### [DATA TO PROCESS]
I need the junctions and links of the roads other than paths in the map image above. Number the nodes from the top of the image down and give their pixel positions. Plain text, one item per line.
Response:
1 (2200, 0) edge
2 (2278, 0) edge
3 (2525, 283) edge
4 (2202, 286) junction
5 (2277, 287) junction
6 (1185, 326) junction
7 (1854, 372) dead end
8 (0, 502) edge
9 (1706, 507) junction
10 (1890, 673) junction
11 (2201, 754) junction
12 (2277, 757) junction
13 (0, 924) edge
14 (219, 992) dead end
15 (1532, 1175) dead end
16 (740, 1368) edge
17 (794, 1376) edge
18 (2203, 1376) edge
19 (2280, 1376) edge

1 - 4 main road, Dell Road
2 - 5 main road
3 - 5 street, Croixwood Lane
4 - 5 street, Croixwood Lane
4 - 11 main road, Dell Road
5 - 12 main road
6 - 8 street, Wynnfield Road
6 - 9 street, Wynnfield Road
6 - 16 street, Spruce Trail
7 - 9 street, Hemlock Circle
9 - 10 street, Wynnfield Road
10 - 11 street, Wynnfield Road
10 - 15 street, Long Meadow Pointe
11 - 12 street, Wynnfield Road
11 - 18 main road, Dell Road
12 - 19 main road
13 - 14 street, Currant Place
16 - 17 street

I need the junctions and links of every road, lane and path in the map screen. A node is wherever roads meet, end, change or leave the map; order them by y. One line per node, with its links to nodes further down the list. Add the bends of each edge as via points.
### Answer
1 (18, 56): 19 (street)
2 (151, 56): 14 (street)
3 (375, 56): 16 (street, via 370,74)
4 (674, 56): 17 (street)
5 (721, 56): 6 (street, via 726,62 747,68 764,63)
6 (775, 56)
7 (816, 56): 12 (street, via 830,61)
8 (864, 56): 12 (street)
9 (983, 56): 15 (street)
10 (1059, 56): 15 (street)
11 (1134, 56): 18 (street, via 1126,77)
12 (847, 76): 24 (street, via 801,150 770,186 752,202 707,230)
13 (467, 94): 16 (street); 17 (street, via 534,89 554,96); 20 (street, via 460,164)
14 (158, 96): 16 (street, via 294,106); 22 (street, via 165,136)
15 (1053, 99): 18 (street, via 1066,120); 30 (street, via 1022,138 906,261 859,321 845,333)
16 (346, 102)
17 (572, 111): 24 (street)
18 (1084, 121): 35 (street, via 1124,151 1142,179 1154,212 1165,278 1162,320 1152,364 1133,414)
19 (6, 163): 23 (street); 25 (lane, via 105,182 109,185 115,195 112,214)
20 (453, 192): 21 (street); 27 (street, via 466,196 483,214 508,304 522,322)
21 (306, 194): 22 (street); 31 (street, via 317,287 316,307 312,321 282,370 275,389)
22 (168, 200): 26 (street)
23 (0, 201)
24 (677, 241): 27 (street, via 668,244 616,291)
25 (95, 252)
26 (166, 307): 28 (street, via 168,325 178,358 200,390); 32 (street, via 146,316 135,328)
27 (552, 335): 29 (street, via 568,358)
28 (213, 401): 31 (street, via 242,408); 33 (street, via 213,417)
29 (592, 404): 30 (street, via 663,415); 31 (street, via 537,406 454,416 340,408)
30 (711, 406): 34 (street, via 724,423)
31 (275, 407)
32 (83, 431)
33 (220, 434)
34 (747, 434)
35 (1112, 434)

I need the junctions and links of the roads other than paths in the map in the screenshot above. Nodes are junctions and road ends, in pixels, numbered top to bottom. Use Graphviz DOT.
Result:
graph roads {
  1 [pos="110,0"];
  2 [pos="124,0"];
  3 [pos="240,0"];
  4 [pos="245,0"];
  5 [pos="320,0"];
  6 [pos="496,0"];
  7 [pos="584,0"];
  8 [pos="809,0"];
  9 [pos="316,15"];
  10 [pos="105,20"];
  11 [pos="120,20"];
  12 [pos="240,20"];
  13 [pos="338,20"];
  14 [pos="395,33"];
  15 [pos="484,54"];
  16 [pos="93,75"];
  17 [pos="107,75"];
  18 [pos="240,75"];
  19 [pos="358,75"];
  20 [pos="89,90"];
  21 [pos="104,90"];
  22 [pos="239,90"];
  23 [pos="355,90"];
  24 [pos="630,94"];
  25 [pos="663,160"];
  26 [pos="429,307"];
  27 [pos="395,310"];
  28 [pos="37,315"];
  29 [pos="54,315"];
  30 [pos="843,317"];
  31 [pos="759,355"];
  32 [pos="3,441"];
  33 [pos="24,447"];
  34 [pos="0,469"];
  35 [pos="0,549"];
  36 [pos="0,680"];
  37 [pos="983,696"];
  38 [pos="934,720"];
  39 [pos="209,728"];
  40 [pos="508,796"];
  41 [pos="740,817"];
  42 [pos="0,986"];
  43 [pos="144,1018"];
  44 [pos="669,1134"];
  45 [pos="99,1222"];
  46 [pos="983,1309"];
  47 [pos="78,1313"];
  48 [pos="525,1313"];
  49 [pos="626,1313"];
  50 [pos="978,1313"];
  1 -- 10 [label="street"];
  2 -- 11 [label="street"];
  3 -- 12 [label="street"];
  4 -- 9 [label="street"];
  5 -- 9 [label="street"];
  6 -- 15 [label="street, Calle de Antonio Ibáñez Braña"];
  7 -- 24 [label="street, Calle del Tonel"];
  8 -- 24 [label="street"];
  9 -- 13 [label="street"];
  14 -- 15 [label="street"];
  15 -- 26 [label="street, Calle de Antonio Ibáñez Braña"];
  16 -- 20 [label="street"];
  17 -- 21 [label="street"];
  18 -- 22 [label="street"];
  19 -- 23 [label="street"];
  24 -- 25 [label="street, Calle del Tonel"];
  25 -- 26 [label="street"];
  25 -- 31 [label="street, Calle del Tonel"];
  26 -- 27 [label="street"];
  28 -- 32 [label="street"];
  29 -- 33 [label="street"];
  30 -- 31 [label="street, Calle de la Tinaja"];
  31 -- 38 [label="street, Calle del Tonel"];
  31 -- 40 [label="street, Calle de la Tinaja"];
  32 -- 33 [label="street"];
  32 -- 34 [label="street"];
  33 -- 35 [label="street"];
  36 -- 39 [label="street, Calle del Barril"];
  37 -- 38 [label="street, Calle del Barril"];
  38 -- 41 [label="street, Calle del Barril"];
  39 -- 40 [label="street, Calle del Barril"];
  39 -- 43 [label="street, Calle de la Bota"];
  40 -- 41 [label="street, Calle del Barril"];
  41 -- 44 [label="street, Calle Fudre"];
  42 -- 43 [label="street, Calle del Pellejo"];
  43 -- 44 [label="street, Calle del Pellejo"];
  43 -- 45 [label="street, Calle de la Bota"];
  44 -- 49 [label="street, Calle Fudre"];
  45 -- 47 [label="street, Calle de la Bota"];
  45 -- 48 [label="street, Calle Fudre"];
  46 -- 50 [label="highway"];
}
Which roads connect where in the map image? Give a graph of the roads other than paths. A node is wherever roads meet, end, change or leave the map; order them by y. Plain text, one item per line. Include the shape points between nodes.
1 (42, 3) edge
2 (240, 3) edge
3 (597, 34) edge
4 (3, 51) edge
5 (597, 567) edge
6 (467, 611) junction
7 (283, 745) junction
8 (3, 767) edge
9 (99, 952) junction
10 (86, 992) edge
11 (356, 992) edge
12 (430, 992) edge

### [TASK REQUIREMENTS]
When a line of the material above contains the string "than", it counts. State the total and nothing more.

### [ANSWER]
3